GithubHelp home page GithubHelp logo

dcramer / django-sphinx Goto Github PK

View Code? Open in Web Editor NEW
357.0 357.0 123.0 461 KB

A transparent layer for full-text search using Sphinx and Django

Home Page: http://groups.google.com/group/django-sphinx

License: BSD 3-Clause "New" or "Revised" License

Python 95.42% Makefile 2.30% Shell 2.28%

django-sphinx's Introduction

This project is no longer maintained

This is a layer that functions much like the Django ORM does except it works on top of the Sphinx (http://www.sphinxsearch.com) full-text search engine.

Please Note: You will need to create your own sphinx indexes and install sphinx on your server to use this app.

There will no longer be release packages available. Please use SVN to checkout the latest trunk version, as it should always be stable and current.

Installation

To install the latest stable version:

sudo easy_install django-sphinx

To install the latest development version (updated quite often):

git clone git://github.com/dcramer/django-sphinx.git  
cd django-sphinx
sudo python setup.py install

Note: You will need to install the sphinxapi.py package into your Python Path or use one of the included versions.
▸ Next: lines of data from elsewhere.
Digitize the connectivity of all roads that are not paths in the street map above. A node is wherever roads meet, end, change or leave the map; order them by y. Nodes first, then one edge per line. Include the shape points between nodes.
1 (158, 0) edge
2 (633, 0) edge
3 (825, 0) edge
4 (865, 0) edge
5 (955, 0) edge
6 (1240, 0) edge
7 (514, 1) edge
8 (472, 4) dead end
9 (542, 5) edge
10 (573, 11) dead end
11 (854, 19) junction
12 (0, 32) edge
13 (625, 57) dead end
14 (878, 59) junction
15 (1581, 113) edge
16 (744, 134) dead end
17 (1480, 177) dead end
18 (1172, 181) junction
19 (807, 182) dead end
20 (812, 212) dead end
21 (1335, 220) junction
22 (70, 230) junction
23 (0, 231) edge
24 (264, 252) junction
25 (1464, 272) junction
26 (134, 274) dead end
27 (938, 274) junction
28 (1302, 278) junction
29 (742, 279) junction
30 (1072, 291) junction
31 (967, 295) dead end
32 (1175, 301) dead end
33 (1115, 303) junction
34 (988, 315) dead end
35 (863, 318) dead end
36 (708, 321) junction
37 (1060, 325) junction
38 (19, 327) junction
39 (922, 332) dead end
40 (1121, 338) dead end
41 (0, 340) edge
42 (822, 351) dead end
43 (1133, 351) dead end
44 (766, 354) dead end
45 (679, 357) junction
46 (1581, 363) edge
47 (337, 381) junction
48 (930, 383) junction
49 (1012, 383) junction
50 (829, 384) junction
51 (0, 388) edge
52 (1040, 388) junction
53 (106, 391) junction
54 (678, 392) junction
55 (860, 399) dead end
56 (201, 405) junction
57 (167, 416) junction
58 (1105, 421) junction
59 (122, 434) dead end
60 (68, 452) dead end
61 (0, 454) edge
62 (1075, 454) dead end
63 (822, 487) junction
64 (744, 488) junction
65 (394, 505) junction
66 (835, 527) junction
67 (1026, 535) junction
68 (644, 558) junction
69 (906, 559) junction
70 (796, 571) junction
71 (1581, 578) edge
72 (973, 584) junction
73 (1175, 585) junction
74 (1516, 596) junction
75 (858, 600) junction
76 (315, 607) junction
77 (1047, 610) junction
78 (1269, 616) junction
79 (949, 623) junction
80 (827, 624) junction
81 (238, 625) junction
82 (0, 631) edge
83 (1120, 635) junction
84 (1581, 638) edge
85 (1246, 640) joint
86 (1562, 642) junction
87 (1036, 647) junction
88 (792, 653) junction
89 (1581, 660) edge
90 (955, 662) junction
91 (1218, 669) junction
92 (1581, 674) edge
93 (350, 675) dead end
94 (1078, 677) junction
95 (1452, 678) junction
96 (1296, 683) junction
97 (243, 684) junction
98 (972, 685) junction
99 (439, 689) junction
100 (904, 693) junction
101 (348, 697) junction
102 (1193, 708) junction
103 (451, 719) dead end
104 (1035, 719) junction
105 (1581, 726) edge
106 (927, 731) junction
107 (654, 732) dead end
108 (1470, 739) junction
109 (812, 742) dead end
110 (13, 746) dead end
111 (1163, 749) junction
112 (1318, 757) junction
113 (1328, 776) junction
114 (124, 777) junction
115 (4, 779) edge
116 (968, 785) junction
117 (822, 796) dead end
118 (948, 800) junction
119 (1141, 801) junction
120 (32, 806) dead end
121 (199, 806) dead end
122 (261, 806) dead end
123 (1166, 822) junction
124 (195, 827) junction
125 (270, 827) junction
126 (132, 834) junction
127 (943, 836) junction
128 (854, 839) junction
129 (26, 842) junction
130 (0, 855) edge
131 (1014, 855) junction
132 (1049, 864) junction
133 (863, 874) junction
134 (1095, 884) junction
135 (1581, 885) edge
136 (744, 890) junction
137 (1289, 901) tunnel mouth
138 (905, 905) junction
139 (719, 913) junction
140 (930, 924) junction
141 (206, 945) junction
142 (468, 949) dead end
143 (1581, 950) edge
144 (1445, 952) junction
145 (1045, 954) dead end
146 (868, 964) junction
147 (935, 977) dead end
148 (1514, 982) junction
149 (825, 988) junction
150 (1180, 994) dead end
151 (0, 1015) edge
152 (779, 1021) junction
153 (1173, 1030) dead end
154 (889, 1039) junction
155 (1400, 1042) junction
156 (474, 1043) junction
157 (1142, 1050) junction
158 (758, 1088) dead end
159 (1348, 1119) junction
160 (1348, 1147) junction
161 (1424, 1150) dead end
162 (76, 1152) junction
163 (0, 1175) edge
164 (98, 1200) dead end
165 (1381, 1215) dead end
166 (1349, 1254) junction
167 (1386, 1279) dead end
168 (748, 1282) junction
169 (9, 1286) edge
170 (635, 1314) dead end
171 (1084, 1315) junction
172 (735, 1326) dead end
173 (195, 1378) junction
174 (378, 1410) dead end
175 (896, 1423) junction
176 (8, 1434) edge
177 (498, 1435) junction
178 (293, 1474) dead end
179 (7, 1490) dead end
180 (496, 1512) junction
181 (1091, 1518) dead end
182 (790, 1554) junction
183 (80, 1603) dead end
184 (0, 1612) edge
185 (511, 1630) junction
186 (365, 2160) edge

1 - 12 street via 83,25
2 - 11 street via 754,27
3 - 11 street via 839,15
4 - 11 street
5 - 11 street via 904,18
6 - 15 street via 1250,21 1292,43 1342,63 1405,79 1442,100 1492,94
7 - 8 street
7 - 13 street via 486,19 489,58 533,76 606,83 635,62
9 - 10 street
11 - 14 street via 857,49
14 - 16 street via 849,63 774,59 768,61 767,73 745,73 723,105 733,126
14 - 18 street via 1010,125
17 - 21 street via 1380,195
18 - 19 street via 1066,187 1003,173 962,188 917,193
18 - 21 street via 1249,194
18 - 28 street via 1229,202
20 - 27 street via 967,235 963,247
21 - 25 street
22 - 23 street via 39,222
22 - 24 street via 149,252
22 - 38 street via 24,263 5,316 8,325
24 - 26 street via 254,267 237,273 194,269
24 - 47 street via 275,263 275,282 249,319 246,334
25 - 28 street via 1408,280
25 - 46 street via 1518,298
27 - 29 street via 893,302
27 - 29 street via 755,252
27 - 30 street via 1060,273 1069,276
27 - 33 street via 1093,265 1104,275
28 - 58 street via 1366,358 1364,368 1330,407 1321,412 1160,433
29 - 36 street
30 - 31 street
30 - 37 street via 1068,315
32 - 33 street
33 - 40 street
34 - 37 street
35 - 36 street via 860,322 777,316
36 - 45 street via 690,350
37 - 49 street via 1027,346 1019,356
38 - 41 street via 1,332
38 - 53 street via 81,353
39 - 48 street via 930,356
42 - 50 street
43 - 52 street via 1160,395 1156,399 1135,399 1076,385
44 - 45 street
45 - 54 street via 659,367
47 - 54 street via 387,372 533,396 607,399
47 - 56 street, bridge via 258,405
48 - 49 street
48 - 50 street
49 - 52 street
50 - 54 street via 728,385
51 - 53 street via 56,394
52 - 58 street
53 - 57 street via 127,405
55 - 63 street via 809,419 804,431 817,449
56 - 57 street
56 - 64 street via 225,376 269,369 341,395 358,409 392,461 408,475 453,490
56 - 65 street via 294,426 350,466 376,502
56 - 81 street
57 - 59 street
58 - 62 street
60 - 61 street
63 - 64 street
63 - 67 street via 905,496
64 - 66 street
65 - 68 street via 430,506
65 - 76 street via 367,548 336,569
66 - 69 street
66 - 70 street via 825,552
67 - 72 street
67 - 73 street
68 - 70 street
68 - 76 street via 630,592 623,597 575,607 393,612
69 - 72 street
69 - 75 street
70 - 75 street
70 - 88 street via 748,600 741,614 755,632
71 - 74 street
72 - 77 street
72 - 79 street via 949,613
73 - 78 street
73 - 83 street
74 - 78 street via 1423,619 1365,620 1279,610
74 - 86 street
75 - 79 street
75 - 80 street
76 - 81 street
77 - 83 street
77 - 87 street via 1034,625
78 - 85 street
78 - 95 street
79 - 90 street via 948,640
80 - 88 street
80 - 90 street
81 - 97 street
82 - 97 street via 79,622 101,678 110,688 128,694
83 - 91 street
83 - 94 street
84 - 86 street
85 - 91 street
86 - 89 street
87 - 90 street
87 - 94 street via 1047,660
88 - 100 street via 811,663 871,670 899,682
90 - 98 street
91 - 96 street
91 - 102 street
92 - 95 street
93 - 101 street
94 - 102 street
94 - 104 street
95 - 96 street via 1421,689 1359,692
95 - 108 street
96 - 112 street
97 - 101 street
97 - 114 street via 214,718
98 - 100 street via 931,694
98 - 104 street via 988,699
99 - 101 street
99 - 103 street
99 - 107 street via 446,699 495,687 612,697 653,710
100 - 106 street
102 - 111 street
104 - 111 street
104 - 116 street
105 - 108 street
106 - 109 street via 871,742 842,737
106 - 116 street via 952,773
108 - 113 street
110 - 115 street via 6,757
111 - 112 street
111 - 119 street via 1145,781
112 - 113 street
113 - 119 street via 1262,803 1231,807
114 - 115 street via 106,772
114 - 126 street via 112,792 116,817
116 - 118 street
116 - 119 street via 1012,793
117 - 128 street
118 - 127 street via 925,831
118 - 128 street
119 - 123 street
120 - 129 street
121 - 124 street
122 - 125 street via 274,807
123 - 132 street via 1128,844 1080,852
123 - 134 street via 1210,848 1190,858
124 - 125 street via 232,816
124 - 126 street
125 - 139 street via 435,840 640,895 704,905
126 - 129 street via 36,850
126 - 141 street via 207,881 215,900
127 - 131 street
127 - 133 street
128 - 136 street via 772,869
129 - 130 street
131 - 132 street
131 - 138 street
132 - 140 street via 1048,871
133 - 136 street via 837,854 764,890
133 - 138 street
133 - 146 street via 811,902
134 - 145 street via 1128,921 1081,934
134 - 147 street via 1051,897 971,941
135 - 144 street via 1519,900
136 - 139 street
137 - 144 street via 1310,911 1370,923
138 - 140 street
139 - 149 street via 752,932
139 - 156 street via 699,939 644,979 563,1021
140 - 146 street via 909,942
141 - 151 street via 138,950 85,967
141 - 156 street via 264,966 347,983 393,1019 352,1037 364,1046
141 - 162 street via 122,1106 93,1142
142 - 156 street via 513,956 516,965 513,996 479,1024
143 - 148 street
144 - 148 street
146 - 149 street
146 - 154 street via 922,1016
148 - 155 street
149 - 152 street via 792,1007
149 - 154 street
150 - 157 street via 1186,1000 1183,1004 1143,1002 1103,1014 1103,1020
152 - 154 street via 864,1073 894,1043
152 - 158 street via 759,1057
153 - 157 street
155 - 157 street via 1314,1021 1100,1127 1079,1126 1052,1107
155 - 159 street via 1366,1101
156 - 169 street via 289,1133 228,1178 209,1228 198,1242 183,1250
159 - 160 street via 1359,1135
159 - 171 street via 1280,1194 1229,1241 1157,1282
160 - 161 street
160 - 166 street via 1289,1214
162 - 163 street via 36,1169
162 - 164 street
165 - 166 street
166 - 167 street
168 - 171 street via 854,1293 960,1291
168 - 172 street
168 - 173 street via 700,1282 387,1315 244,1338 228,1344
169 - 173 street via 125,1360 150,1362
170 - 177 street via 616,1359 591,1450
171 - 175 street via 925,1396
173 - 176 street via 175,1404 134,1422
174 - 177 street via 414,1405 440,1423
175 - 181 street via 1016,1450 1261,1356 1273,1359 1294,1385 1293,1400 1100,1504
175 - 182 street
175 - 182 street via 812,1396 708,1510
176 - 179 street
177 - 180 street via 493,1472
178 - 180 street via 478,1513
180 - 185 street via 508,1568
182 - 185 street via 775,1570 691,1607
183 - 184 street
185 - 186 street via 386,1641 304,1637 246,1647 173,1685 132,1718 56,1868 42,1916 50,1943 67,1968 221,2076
To use the included version, you must specify the following in your settings.py file:

# Sphinx 0.9.9
SPHINX_API_VERSION = 0x116

# Sphinx 0.9.8
SPHINX_API_VERSION = 0x113

# Sphinx 0.9.7
SPHINX_API_VERSION = 0x107

Usage

The following is some example usage:

from djangosphinx.models import SphinxSearch

class MyModel(models.Model):
    search = SphinxSearch() # optional: defaults to db_table
    # If your index name does not match MyModel._meta.db_table
    # Note: You can only generate automatic configurations from the ./manage.py script
    # if your index name matches.
    search = SphinxSearch('index_name')

    # Or maybe we want to be more.. specific
    searchdelta = SphinxSearch(
        index='index_name delta_name',
        weights={
            'name': 100,
            'description': 10,
            'tags': 80,
        },
        mode='SPH_MATCH_ALL',
        rankmode='SPH_RANK_NONE',
    )

queryset = MyModel.search.query('query')
results1 = queryset.order_by('@weight', '@id', 'my_attribute')
results2 = queryset.filter(my_attribute=5)
results3 = queryset.filter(my_other_attribute=[5, 3,4])
results4 = queryset.exclude(my_attribute=5)[0:10]
results5 = queryset.count()

# as of 2.0 you can now access an attribute to get the weight and similar arguments
for result in results1:
    print result, result._sphinx
# you can also access a similar set of meta data on the queryset itself (once it's been sliced or executed in any way)
print results1._sphinx

Some additional methods: * count() * extra() (passed to the queryset) * all() (does nothing) * select_related() (passed to the queryset) * group_by(field, field, field) * set_options(index='', weights={}, weights=[], mode='SPH_MODE', rankmode='SPH_MATCH_')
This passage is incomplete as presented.